Dandim 0733 BS, Zubaedi dan Kapolrestabes Semarang, Abiyoso Seno Aji, juga mengatakan tidak ada lagi permasalahan terkait pendirian gereja di jalan Malangsari itu.

“Saya berterima kash kepada Pak Wali Kota, karena setiap persoalan bisa diselesaikan dengan musyarawah. Kepolisian dan TNI bersinergi untuk mendukung kebijakan Pemerintah Kota Semarang,” kata Abiyoso.

Penolakan kedua masih soal IMB

Melalui surat pemberitahuan untuk melakukan aksi unjuk rasa yang ditujukan kepada Polrestabes Semarang, tuntutan warga dari sepuluh RT itu masih sama, yakni perihal pembangunan gereja yang tidak mengantongi surat Izin Mendirikan Bangunan (IMB).

“Tuntutan: memohon kepada Pemkot (Semarang) untuk menghentikan proses pembangunan ilegal yang tidak ber-IMB yang terletak di jalan Malangsari no. 83,” seperti tertulis dalam surat pemberitahuan.

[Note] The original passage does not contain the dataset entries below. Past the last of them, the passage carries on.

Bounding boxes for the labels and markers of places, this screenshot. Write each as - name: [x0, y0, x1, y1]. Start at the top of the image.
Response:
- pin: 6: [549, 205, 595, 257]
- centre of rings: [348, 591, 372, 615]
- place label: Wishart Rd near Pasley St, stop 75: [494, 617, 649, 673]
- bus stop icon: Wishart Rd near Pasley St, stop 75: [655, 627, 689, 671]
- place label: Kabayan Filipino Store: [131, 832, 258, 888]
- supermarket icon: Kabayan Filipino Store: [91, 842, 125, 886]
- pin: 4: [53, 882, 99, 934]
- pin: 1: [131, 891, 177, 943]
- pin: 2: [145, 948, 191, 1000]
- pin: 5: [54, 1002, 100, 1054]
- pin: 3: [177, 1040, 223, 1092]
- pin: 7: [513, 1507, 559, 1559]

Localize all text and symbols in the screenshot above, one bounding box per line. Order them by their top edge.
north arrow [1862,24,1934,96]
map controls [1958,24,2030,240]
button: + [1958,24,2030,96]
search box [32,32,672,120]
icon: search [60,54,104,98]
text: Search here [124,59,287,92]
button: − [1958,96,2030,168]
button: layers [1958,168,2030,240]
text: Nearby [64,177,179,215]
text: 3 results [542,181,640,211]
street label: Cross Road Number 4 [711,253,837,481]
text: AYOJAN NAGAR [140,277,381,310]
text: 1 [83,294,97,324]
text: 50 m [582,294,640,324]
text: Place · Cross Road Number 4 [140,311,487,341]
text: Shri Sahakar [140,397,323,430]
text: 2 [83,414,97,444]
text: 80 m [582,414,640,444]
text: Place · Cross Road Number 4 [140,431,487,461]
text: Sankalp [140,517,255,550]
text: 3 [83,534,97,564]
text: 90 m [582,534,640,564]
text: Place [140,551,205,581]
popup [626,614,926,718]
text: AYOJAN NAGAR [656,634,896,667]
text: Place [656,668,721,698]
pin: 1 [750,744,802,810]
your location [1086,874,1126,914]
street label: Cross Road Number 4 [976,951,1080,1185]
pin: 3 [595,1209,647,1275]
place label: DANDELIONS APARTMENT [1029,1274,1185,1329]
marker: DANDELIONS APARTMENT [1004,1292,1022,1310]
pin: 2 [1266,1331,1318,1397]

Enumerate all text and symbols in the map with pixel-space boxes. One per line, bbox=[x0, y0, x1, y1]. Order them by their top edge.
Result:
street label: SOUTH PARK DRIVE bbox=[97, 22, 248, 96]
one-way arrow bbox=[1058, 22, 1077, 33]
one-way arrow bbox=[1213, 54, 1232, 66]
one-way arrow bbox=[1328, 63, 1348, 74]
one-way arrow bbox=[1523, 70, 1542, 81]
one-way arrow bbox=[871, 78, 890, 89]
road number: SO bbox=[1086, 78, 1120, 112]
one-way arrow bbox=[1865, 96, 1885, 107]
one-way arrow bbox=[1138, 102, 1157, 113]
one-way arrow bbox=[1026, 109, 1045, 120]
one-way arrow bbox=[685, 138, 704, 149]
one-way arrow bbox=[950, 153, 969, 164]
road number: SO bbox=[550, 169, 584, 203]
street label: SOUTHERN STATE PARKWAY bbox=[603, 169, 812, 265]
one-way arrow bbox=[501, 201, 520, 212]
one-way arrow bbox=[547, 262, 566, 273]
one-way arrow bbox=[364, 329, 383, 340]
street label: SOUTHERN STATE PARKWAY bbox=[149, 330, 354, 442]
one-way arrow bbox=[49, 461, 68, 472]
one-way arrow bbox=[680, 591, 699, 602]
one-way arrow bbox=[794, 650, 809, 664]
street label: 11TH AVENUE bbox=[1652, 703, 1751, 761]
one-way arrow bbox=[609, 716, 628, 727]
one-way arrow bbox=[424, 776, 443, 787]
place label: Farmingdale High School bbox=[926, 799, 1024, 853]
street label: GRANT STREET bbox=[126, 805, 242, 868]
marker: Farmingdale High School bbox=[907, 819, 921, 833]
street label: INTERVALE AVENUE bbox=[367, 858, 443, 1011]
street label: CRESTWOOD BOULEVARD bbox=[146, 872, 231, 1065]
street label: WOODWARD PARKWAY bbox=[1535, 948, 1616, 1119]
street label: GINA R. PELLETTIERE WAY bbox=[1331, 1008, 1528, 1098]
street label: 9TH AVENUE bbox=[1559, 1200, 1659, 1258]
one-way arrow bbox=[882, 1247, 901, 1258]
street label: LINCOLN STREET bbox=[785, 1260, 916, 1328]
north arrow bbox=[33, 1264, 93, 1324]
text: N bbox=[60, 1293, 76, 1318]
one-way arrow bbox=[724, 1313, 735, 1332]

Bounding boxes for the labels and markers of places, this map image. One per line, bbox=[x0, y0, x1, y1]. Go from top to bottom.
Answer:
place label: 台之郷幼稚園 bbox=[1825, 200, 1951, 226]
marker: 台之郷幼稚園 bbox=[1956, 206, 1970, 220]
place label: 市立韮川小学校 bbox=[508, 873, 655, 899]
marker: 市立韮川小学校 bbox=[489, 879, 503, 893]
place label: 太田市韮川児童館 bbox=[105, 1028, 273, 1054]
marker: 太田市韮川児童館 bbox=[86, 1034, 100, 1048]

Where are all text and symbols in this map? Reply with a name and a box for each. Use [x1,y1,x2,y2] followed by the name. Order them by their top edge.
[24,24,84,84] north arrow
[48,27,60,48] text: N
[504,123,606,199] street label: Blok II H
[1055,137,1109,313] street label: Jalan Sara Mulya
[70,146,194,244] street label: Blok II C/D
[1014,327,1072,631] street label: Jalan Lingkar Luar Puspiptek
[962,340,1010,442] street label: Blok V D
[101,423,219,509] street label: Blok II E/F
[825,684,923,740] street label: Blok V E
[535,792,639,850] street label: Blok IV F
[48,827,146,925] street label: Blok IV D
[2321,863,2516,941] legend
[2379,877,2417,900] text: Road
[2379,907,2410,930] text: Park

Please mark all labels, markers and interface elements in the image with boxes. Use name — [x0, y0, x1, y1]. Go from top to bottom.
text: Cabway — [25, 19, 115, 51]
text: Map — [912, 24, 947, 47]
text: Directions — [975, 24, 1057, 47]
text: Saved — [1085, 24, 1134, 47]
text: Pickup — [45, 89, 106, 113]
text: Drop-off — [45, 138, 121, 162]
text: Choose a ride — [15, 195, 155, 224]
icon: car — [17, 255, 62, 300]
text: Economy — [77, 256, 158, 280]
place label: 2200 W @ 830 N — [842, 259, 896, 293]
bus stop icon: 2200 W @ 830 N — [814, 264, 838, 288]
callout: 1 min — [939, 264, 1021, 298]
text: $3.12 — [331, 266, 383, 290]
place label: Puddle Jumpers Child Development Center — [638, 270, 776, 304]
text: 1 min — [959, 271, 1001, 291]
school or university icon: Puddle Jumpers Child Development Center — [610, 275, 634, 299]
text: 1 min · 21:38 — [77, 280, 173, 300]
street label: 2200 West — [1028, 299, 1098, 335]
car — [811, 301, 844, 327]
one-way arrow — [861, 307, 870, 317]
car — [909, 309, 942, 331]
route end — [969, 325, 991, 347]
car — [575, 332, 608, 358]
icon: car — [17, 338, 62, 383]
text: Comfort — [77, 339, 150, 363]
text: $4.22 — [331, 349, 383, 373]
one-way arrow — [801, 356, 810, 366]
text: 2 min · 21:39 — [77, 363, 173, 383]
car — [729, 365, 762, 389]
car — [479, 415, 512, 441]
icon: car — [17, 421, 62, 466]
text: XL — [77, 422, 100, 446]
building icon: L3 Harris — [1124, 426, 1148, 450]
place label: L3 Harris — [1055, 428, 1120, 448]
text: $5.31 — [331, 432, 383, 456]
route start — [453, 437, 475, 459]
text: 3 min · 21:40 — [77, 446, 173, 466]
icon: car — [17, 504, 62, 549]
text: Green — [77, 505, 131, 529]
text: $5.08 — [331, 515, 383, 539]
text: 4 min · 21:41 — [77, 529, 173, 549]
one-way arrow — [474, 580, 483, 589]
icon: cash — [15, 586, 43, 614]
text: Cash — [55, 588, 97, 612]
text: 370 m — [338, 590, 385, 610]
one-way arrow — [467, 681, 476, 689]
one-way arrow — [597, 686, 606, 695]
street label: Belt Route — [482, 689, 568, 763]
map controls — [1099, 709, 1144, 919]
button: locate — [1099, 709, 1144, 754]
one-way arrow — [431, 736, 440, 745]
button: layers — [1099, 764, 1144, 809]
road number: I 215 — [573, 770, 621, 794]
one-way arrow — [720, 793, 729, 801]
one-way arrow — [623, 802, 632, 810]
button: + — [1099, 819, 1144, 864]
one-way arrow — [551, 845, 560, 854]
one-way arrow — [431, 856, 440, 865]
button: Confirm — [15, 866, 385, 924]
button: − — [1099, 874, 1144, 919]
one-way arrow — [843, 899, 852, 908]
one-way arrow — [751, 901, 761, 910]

Penolakan yang diikuti oleh sekitar 300 warga itu dipimpin oleh Nur Aziz dan ketua RT dari masing-masing RT di RW VII, dengan melakukan aksi jalan kaki dari jalan Malangsari No. 22 menuju jalan Malangsari No. 83, tempat di mana gereja dibangun, dan melakukan orasi di sana.

Setelah melakukan orasi di depan gereja, mereka melanjutkan aksi dengan jalan kaki ke depan Balai Kota Semarang untuk melakukan orasi di sana.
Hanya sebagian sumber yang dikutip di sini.